◆ Available data:

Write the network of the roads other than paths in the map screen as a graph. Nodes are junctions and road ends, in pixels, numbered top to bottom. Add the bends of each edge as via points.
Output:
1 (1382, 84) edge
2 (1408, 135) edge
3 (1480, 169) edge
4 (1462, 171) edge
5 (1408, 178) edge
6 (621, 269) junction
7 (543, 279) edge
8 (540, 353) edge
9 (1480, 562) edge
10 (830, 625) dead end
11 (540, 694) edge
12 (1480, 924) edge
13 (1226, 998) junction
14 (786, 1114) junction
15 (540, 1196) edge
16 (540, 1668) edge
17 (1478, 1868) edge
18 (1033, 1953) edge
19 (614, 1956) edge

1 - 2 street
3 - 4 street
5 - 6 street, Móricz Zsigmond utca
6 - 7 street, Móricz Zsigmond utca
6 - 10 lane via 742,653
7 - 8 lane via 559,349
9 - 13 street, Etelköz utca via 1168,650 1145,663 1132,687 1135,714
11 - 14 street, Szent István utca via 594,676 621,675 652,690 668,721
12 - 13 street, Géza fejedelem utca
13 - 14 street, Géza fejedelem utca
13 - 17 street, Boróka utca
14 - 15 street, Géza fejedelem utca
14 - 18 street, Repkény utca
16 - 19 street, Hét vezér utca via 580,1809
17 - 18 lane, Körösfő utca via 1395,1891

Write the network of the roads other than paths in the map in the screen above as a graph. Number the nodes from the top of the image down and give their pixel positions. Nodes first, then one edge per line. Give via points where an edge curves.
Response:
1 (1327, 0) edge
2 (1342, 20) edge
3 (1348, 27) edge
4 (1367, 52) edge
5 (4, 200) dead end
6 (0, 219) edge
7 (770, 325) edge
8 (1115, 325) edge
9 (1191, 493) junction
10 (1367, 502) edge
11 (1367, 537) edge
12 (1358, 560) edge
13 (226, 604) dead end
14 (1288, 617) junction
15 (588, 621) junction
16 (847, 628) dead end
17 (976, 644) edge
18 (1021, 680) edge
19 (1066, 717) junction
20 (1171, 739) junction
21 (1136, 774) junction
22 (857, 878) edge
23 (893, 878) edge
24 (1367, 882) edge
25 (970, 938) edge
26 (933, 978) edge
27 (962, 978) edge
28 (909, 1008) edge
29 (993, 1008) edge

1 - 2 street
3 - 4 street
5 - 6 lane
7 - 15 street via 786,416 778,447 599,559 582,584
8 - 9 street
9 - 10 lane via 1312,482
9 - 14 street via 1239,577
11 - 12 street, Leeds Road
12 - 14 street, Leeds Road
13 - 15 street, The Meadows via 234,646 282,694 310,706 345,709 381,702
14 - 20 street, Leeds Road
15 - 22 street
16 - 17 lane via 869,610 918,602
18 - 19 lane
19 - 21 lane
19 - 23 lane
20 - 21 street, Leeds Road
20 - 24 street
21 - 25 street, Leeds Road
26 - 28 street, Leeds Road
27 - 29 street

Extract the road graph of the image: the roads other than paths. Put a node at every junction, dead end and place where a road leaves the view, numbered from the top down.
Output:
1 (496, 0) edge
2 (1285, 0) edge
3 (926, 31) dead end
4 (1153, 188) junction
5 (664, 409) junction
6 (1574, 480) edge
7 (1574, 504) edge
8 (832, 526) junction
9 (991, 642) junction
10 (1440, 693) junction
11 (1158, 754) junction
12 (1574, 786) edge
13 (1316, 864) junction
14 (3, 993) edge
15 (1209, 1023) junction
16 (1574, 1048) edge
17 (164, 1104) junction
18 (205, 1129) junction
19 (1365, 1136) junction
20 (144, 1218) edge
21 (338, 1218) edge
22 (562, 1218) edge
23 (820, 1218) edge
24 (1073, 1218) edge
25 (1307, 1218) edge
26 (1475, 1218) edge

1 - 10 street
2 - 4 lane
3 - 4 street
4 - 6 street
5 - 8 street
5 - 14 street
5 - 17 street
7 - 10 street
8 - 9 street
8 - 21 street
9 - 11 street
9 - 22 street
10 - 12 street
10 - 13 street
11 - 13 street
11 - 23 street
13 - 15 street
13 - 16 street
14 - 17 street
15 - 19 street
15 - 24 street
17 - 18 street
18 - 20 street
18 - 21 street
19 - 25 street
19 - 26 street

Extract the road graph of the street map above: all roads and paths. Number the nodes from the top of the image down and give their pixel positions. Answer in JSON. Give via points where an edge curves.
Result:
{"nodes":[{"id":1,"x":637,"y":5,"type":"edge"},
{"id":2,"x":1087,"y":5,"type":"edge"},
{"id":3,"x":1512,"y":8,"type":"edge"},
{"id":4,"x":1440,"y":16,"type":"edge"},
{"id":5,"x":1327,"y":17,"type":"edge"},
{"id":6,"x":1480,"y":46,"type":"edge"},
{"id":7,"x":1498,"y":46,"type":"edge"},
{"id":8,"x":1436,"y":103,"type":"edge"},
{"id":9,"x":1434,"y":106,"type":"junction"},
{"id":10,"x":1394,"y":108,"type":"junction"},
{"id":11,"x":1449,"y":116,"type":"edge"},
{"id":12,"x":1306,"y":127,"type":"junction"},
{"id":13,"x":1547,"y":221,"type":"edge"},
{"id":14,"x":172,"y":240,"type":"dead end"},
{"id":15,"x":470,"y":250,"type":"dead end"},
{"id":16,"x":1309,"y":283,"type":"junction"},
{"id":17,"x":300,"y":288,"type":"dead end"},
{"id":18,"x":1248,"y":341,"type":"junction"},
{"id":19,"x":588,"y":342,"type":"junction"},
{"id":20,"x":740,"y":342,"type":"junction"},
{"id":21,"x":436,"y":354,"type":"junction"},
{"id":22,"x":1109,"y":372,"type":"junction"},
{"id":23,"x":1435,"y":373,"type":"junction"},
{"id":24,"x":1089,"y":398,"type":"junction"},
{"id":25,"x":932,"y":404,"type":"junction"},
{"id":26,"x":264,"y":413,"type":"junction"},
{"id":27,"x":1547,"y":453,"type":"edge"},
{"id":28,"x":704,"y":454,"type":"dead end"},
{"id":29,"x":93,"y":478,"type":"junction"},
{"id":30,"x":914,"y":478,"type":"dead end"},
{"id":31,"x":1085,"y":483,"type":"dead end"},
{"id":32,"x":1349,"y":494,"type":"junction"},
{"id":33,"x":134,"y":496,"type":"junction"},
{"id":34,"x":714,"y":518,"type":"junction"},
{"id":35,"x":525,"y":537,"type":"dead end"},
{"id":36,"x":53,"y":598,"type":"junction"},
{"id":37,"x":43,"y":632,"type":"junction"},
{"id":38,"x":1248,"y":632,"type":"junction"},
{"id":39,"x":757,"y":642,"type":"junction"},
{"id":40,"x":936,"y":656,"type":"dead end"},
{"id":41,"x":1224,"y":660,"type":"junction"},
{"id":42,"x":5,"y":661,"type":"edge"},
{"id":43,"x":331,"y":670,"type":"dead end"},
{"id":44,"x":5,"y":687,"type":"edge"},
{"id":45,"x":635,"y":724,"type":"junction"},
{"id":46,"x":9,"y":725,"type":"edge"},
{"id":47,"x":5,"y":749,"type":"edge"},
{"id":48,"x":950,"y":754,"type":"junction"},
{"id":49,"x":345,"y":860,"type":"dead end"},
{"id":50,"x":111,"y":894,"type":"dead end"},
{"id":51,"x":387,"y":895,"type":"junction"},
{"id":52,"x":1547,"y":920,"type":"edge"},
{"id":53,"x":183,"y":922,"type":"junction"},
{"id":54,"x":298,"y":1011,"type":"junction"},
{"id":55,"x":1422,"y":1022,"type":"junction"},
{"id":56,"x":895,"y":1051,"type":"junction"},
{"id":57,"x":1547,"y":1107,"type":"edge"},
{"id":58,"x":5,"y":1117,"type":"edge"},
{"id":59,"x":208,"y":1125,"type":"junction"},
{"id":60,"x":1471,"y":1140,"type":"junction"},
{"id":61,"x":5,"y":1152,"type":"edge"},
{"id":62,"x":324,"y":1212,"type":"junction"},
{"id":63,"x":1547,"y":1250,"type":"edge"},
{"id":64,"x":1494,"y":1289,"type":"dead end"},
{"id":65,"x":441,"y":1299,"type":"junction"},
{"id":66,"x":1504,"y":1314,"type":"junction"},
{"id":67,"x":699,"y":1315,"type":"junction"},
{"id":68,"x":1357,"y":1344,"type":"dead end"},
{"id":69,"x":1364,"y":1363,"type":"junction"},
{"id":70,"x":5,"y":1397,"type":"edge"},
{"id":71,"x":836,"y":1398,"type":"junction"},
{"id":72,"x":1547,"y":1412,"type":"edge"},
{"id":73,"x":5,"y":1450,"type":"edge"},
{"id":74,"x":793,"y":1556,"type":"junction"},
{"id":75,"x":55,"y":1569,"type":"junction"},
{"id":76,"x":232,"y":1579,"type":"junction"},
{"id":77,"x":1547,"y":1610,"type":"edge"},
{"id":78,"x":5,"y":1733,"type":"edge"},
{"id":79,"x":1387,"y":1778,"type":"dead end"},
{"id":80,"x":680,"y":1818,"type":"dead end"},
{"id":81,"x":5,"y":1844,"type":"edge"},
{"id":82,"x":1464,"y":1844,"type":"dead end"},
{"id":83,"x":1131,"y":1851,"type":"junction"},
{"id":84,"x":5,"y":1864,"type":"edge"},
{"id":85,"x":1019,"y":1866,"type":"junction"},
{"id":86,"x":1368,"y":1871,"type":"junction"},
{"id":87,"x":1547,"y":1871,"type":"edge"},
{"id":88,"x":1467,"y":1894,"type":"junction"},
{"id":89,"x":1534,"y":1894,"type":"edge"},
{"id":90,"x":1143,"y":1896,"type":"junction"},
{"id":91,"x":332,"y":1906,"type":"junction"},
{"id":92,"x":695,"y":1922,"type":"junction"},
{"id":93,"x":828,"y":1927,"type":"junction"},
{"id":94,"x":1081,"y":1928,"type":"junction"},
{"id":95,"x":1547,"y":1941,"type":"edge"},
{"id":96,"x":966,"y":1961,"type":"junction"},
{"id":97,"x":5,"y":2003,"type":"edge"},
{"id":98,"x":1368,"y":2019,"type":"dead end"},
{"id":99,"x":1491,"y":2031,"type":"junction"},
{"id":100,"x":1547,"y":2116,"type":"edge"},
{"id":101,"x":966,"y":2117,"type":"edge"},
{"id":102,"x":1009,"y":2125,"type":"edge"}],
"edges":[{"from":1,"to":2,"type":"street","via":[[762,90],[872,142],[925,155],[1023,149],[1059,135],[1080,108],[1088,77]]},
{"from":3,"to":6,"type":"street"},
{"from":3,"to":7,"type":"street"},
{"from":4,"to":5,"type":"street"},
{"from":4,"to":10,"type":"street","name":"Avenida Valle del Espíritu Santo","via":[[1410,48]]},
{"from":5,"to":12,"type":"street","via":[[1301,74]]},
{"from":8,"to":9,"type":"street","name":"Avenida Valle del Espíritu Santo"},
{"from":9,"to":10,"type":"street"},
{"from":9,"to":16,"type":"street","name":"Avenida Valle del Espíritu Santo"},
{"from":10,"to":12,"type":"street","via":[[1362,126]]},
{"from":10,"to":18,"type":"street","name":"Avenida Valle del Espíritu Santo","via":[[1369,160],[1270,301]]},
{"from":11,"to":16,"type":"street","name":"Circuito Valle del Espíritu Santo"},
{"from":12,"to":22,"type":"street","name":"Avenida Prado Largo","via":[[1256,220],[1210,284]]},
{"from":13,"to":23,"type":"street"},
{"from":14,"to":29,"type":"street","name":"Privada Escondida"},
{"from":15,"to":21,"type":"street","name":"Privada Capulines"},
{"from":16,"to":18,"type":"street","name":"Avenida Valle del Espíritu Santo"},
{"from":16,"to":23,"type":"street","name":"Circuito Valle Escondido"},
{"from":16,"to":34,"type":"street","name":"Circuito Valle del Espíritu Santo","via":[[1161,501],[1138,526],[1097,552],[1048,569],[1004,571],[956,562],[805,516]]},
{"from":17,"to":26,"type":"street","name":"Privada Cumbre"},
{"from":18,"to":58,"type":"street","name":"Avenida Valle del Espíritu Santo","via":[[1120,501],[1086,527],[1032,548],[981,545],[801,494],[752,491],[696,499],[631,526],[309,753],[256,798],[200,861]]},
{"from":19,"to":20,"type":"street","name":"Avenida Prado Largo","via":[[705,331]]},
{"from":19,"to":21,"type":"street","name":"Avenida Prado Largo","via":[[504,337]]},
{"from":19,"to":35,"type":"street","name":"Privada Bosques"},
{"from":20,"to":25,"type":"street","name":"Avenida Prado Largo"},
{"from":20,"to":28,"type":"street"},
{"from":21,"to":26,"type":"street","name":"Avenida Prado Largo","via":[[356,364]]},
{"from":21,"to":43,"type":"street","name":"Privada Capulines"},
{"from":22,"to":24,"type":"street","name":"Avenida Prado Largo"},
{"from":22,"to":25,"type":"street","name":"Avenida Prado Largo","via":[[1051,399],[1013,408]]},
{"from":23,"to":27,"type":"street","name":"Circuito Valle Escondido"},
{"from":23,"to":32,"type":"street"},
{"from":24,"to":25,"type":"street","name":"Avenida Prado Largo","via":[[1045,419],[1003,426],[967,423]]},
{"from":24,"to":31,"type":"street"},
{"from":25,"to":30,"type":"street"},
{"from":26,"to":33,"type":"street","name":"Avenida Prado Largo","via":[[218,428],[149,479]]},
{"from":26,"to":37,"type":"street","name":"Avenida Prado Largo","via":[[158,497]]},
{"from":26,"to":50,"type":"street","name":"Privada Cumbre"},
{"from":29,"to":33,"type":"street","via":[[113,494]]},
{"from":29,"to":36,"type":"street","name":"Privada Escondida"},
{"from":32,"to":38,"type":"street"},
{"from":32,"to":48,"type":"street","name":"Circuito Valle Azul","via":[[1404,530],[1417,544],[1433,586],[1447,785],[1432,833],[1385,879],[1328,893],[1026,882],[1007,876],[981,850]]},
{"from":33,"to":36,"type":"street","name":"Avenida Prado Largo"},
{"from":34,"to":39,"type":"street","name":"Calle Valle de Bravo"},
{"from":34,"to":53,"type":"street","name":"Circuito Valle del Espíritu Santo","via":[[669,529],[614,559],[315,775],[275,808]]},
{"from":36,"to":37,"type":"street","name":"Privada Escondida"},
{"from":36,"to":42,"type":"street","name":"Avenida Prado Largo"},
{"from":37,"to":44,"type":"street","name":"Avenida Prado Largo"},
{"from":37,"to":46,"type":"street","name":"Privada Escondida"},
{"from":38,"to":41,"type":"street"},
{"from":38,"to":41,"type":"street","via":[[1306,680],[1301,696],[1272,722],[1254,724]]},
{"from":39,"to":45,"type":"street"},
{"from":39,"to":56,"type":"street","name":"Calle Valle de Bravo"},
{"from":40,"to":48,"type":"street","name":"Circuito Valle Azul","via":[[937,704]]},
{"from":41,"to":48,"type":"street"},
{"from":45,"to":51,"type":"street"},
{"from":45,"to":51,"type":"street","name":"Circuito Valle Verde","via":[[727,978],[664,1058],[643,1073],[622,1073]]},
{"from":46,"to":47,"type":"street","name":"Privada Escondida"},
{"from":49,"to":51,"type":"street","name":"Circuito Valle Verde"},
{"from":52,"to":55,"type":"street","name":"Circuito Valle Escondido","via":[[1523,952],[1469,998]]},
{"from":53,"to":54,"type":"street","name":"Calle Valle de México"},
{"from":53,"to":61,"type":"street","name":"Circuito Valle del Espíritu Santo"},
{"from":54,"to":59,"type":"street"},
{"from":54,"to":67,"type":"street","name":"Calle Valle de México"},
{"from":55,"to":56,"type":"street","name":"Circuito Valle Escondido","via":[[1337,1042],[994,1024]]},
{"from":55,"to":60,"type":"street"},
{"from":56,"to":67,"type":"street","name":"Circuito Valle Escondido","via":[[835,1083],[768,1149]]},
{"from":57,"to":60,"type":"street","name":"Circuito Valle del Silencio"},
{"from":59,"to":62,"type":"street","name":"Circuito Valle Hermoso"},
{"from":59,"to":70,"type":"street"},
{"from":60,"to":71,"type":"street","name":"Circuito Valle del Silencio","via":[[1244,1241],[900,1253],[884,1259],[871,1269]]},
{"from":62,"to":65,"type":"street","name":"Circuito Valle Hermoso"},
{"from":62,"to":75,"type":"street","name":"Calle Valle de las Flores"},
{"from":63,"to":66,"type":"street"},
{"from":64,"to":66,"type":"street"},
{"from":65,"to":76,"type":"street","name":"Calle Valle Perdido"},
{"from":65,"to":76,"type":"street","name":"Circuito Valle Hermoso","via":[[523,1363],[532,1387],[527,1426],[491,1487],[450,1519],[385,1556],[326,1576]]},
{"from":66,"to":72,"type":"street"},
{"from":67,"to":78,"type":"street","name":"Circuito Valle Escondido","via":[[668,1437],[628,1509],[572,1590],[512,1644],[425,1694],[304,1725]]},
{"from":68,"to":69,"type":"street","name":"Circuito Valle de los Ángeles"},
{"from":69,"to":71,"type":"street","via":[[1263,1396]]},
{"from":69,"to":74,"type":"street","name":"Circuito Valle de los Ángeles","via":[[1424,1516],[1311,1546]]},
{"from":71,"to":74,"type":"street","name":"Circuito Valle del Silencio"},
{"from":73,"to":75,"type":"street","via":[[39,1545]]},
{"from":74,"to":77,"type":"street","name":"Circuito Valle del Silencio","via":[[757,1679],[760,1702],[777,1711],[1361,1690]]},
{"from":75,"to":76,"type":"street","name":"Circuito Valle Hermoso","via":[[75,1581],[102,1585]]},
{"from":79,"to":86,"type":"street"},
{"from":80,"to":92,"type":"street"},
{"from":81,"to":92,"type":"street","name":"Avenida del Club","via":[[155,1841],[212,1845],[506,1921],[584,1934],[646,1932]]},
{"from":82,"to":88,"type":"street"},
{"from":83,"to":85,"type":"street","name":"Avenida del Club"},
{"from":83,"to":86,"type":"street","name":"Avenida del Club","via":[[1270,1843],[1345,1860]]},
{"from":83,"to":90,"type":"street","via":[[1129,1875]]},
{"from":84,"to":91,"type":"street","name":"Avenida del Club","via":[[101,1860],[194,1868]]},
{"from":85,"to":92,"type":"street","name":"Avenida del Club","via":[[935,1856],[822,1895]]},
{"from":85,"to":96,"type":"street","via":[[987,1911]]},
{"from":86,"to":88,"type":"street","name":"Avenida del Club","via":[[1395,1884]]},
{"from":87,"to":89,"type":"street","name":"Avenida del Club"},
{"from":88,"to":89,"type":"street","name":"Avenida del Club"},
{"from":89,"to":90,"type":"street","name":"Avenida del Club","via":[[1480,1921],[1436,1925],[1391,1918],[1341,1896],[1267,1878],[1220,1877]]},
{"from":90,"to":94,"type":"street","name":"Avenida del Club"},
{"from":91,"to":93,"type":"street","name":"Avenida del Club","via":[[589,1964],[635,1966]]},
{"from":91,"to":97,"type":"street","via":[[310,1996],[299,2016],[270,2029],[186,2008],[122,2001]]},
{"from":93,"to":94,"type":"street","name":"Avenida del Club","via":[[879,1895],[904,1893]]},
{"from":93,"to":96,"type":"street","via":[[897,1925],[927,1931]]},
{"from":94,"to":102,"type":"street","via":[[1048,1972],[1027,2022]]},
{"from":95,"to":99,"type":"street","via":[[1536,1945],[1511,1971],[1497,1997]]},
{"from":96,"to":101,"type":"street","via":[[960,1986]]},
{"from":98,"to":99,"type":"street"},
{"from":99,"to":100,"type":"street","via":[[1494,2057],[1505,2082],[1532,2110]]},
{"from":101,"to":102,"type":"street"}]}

◆ Problem requirements: Count the lines of the material that contain the word "Leeds" and state the resulting number without further remark.

◆ Answer space: 6